A day in the life of a loan shark victim


With cuts in government spending, benefits cuts and a clampdown on payday lenders which reduces their ability to lend to as many people, charities and think tanks are noting a rise in loan shark activity in the UK. Read on for an account of what it is like to be courted by a “friendly” loan shark with offers of credit, and then to experience the threats and demands when any default occurs.

The life of Brian

Brian is an assumed name of the person whose story this is. He has not assumed a name for his own convenience, or out of fear of having his identity revealed publicly. Brian was running for his life and that’s why he needs to use an assumed identity. This is his story and it is a true story with no embellishments and no details added for effect.

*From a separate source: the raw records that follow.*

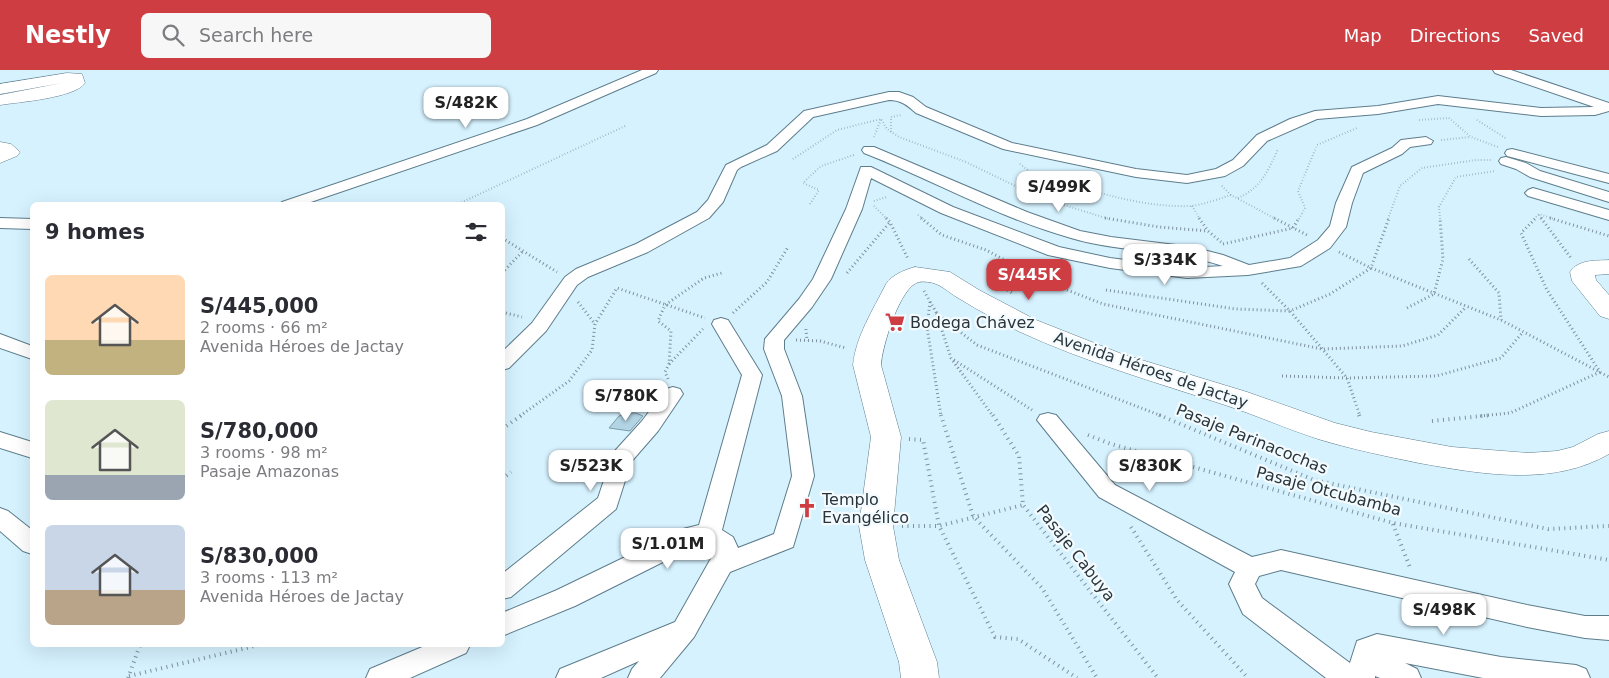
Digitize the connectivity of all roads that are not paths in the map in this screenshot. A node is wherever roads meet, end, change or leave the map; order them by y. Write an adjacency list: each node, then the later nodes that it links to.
1 (652, 70): 13 (street)
2 (1500, 70): 5 (street)
3 (0, 88): 4 (street)
4 (0, 100)
5 (1605, 110): 23 (street)
6 (1426, 141): 18 (street)
7 (0, 148): 8 (street)
8 (0, 157)
9 (868, 160): 18 (street); 18 (street); 32 (street)
10 (1609, 179): 12 (street)
11 (1534, 193): 14 (street)
12 (1609, 196)
13 (296, 202)
14 (1609, 215)
15 (0, 223): 16 (street)
16 (30, 224)
17 (1609, 267): 19 (street)
18 (1248, 270)
19 (1609, 311)
20 (713, 325): 30 (street)
21 (0, 340): 22 (street)
22 (30, 352)
23 (505, 361)
24 (673, 394): 34 (street)
25 (1048, 420): 33 (street)
26 (0, 440): 28 (street)
27 (1609, 441): 43 (street, Avenida Héroes de Jactay)
28 (30, 449)
29 (0, 517): 31 (street)
30 (709, 533): 32 (street); 35 (street)
31 (30, 542)
32 (722, 564): 37 (street)
33 (1250, 568): 36 (street); 44 (street)
34 (505, 587)
35 (505, 624)
36 (1609, 628)
37 (685, 629): 41 (street); 42 (street)
38 (451, 647): 40 (street)
39 (1363, 668): 45 (street); 46 (street)
40 (380, 678)
41 (570, 678)
42 (642, 678)
43 (920, 678)
44 (1348, 678)
45 (1407, 678)
46 (1576, 678)

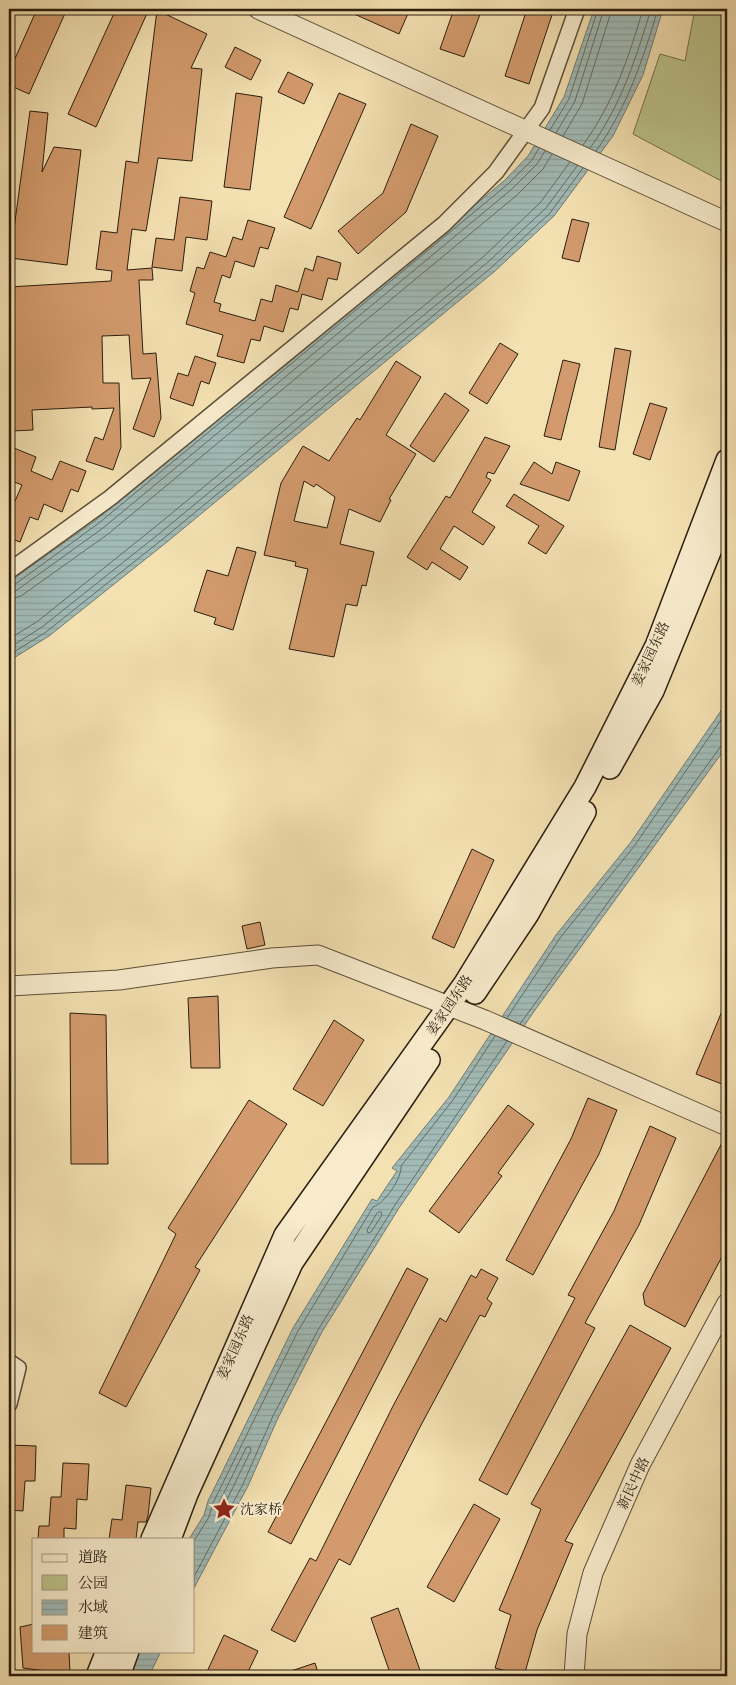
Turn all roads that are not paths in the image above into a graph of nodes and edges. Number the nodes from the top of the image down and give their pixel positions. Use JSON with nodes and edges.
{"nodes":[{"id":1,"x":258,"y":9,"type":"edge"},
{"id":2,"x":577,"y":9,"type":"edge"},
{"id":3,"x":532,"y":135,"type":"junction"},
{"id":4,"x":727,"y":222,"type":"edge"},
{"id":5,"x":727,"y":460,"type":"edge"},
{"id":6,"x":727,"y":510,"type":"edge"},
{"id":7,"x":9,"y":571,"type":"edge"},
{"id":8,"x":9,"y":986,"type":"edge"},
{"id":9,"x":456,"y":1009,"type":"junction"},
{"id":10,"x":727,"y":1126,"type":"edge"},
{"id":11,"x":727,"y":1303,"type":"edge"},
{"id":12,"x":9,"y":1362,"type":"edge"},
{"id":13,"x":9,"y":1404,"type":"edge"},
{"id":14,"x":152,"y":1538,"type":"edge"},
{"id":15,"x":170,"y":1538,"type":"edge"},
{"id":16,"x":107,"y":1652,"type":"edge"},
{"id":17,"x":128,"y":1652,"type":"edge"},
{"id":18,"x":97,"y":1676,"type":"edge"},
{"id":19,"x":119,"y":1676,"type":"edge"},
{"id":20,"x":574,"y":1676,"type":"edge"}],
"edges":[{"from":1,"to":3,"type":"street"},
{"from":2,"to":3,"type":"street"},
{"from":3,"to":4,"type":"street"},
{"from":3,"to":7,"type":"street"},
{"from":5,"to":9,"type":"main road","name":"姜家园东路"},
{"from":6,"to":9,"type":"main road","name":"姜家园东路"},
{"from":8,"to":9,"type":"street"},
{"from":9,"to":10,"type":"street"},
{"from":9,"to":14,"type":"main road","name":"姜家园东路"},
{"from":9,"to":15,"type":"main road","name":"姜家园东路"},
{"from":11,"to":20,"type":"street","name":"新民中路"},
{"from":12,"to":13,"type":"street"},
{"from":16,"to":18,"type":"main road"},
{"from":17,"to":19,"type":"main road"}]}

Brian is a taxi driver and he was making a living from driving his cab. He was not looking for a loan, nor was he in the market for a loan, when he was approached by a “friend” who offered him a loan. He did not just offer him a loan, he pestered him into accepting a cash loan, and when Brian started to experience some cash flow problems, he reluctantly accepted the loan. All was fine until Brian needed some extra time to pay, and the “friend” he had approached started to turn nasty. Really nasty. He started being threatened with physical violence if the sum was not repaid according to the initial “terms” of the loan. He turned to established ‘cash loan’ provider Wonga but got turned down for a loan because of tough new government regulations.

What made Brian’s situation worse was that he had not told his wife that he had taken out credit, and when the calls to the family home started, Brian was powerless to do anything. Eventually he had to confess to his wife what had happened and together they faced daily threats of violence and intimidation. Worse again were the desperate measures that Brian had to resort to the repay the loan, and on some occasions this meant going without food to feed his 1 year old daughter. The options that Brian had were stark – starve and repay, or don’t repay and live in daily fear. It eventually put his marriage under strain and Brian started to receive anonymous calls to say that his daughter had been seen in casualty. Brian desperately phoned around local hospitals and tried to get hold of his daughter; only to discover that it was just a sick threat and that his little girl had not been admitted to hospital afterall.

Because Brian was working he was able to pay off the loan shark, after a short period “on the run” but he shudders to think what would have happened had he been ill or if something unexpected had occurred.

Loan sharks – on the rise

Regulation of the payday lending industry has forced established lending giants like Wonga to reduce their lending spectrum and screen out people who would otherwise have been eligible for loans. There are growing fears however that this is likely to result in a knock-on effect whereby lots more people will be in Brian’s shoes.